### About this exercise
Please transcribe every entry below exactly as written.

[Items from a dataset]
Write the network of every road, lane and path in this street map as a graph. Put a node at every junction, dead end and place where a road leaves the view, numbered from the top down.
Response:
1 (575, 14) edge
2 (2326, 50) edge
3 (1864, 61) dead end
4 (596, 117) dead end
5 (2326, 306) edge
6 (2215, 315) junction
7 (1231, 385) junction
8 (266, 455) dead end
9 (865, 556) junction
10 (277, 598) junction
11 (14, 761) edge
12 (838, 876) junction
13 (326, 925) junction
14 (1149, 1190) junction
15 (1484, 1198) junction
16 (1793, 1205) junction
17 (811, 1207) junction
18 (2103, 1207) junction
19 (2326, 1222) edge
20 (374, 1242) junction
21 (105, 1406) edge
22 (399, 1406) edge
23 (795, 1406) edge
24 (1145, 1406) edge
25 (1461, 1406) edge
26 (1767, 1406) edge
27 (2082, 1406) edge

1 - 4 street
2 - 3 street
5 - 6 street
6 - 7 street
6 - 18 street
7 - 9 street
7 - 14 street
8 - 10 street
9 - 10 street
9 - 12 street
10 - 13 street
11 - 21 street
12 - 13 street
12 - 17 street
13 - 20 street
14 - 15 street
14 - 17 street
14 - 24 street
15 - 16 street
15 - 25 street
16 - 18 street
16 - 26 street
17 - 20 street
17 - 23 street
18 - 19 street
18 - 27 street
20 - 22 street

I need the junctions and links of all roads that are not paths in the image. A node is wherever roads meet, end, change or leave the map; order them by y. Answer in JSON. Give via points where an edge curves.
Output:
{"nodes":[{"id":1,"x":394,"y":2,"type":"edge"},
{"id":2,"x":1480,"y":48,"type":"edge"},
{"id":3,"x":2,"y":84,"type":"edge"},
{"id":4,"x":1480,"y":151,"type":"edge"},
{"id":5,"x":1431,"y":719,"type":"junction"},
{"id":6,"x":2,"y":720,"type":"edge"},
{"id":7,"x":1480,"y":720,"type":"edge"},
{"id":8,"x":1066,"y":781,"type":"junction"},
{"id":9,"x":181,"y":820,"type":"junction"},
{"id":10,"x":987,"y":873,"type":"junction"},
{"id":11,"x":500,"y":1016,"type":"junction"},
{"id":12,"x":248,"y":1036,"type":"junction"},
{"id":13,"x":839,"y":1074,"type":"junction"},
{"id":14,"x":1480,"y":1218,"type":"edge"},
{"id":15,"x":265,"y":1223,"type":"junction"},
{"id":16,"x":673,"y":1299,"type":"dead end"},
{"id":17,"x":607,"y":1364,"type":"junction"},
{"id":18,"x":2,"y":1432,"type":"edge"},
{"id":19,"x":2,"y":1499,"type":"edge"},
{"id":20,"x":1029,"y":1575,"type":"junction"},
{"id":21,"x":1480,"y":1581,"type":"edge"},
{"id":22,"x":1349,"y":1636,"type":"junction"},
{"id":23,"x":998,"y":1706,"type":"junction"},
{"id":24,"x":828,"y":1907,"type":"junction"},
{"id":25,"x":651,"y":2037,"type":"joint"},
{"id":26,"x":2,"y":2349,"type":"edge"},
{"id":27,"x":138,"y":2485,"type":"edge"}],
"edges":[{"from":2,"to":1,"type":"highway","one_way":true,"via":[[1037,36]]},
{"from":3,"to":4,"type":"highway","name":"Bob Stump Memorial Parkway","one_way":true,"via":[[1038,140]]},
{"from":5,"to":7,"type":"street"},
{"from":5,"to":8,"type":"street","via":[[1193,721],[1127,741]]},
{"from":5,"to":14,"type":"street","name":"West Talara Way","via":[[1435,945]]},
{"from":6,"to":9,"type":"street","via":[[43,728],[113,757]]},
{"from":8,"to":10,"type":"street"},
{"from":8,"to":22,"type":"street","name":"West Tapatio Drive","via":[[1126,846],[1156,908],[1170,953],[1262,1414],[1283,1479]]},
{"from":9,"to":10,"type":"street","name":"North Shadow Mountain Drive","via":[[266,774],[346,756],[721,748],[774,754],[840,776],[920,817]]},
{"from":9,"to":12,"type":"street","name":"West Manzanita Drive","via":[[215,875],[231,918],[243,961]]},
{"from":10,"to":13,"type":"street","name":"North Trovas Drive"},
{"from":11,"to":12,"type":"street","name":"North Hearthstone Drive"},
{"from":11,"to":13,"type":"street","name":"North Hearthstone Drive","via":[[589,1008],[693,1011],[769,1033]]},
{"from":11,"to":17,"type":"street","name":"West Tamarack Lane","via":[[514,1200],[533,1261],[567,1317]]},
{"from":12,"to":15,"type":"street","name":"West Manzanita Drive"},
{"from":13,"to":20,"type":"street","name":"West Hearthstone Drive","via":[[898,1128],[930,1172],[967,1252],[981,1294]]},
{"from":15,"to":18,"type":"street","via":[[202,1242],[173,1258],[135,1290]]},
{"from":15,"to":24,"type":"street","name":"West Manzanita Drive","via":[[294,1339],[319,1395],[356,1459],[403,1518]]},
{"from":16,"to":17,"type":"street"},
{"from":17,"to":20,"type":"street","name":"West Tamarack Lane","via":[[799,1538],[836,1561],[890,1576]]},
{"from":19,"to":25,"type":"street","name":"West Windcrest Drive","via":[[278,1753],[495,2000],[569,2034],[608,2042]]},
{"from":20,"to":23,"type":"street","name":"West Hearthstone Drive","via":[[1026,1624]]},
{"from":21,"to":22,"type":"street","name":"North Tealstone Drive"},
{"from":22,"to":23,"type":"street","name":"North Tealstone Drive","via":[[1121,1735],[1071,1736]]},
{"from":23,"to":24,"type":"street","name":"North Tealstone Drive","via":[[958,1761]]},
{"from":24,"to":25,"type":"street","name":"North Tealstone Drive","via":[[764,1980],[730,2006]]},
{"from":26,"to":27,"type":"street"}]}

### Response box
Write the network of every road, lane and path in this street map as a graph. Put a node at every junction, dead end and place where a road leaves the view, numbered from the top down.
Response:
1 (575, 14) edge
2 (2326, 50) edge
3 (1864, 61) dead end
4 (596, 117) dead end
5 (2326, 306) edge
6 (2215, 315) junction
7 (1231, 385) junction
8 (266, 455) dead end
9 (865, 556) junction
10 (277, 598) junction
11 (14, 761) edge
12 (838, 876) junction
13 (326, 925) junction
14 (1149, 1190) junction
15 (1484, 1198) junction
16 (1793, 1205) junction
17 (811, 1207) junction
18 (2103, 1207) junction
19 (2326, 1222) edge
20 (374, 1242) junction
21 (105, 1406) edge
22 (399, 1406) edge
23 (795, 1406) edge
24 (1145, 1406) edge
25 (1461, 1406) edge
26 (1767, 1406) edge
27 (2082, 1406) edge

1 - 4 street
2 - 3 street
5 - 6 street
6 - 7 street
6 - 18 street
7 - 9 street
7 - 14 street
8 - 10 street
9 - 10 street
9 - 12 street
10 - 13 street
11 - 21 street
12 - 13 street
12 - 17 street
13 - 20 street
14 - 15 street
14 - 17 street
14 - 24 street
15 - 16 street
15 - 25 street
16 - 18 street
16 - 26 street
17 - 20 street
17 - 23 street
18 - 19 street
18 - 27 street
20 - 22 street

I need the junctions and links of all roads that are not paths in the image. A node is wherever roads meet, end, change or leave the map; order them by y. Answer in JSON. Give via points where an edge curves.
Output:
{"nodes":[{"id":1,"x":394,"y":2,"type":"edge"},
{"id":2,"x":1480,"y":48,"type":"edge"},
{"id":3,"x":2,"y":84,"type":"edge"},
{"id":4,"x":1480,"y":151,"type":"edge"},
{"id":5,"x":1431,"y":719,"type":"junction"},
{"id":6,"x":2,"y":720,"type":"edge"},
{"id":7,"x":1480,"y":720,"type":"edge"},
{"id":8,"x":1066,"y":781,"type":"junction"},
{"id":9,"x":181,"y":820,"type":"junction"},
{"id":10,"x":987,"y":873,"type":"junction"},
{"id":11,"x":500,"y":1016,"type":"junction"},
{"id":12,"x":248,"y":1036,"type":"junction"},
{"id":13,"x":839,"y":1074,"type":"junction"},
{"id":14,"x":1480,"y":1218,"type":"edge"},
{"id":15,"x":265,"y":1223,"type":"junction"},
{"id":16,"x":673,"y":1299,"type":"dead end"},
{"id":17,"x":607,"y":1364,"type":"junction"},
{"id":18,"x":2,"y":1432,"type":"edge"},
{"id":19,"x":2,"y":1499,"type":"edge"},
{"id":20,"x":1029,"y":1575,"type":"junction"},
{"id":21,"x":1480,"y":1581,"type":"edge"},
{"id":22,"x":1349,"y":1636,"type":"junction"},
{"id":23,"x":998,"y":1706,"type":"junction"},
{"id":24,"x":828,"y":1907,"type":"junction"},
{"id":25,"x":651,"y":2037,"type":"joint"},
{"id":26,"x":2,"y":2349,"type":"edge"},
{"id":27,"x":138,"y":2485,"type":"edge"}],
"edges":[{"from":2,"to":1,"type":"highway","one_way":true,"via":[[1037,36]]},
{"from":3,"to":4,"type":"highway","name":"Bob Stump Memorial Parkway","one_way":true,"via":[[1038,140]]},
{"from":5,"to":7,"type":"street"},
{"from":5,"to":8,"type":"street","via":[[1193,721],[1127,741]]},
{"from":5,"to":14,"type":"street","name":"West Talara Way","via":[[1435,945]]},
{"from":6,"to":9,"type":"street","via":[[43,728],[113,757]]},
{"from":8,"to":10,"type":"street"},
{"from":8,"to":22,"type":"street","name":"West Tapatio Drive","via":[[1126,846],[1156,908],[1170,953],[1262,1414],[1283,1479]]},
{"from":9,"to":10,"type":"street","name":"North Shadow Mountain Drive","via":[[266,774],[346,756],[721,748],[774,754],[840,776],[920,817]]},
{"from":9,"to":12,"type":"street","name":"West Manzanita Drive","via":[[215,875],[231,918],[243,961]]},
{"from":10,"to":13,"type":"street","name":"North Trovas Drive"},
{"from":11,"to":12,"type":"street","name":"North Hearthstone Drive"},
{"from":11,"to":13,"type":"street","name":"North Hearthstone Drive","via":[[589,1008],[693,1011],[769,1033]]},
{"from":11,"to":17,"type":"street","name":"West Tamarack Lane","via":[[514,1200],[533,1261],[567,1317]]},
{"from":12,"to":15,"type":"street","name":"West Manzanita Drive"},
{"from":13,"to":20,"type":"street","name":"West Hearthstone Drive","via":[[898,1128],[930,1172],[967,1252],[981,1294]]},
{"from":15,"to":18,"type":"street","via":[[202,1242],[173,1258],[135,1290]]},
{"from":15,"to":24,"type":"street","name":"West Manzanita Drive","via":[[294,1339],[319,1395],[356,1459],[403,1518]]},
{"from":16,"to":17,"type":"street"},
{"from":17,"to":20,"type":"street","name":"West Tamarack Lane","via":[[799,1538],[836,1561],[890,1576]]},
{"from":19,"to":25,"type":"street","name":"West Windcrest Drive","via":[[278,1753],[495,2000],[569,2034],[608,2042]]},
{"from":20,"to":23,"type":"street","name":"West Hearthstone Drive","via":[[1026,1624]]},
{"from":21,"to":22,"type":"street","name":"North Tealstone Drive"},
{"from":22,"to":23,"type":"street","name":"North Tealstone Drive","via":[[1121,1735],[1071,1736]]},
{"from":23,"to":24,"type":"street","name":"North Tealstone Drive","via":[[958,1761]]},
{"from":24,"to":25,"type":"street","name":"North Tealstone Drive","via":[[764,1980],[730,2006]]},
{"from":26,"to":27,"type":"street"}]}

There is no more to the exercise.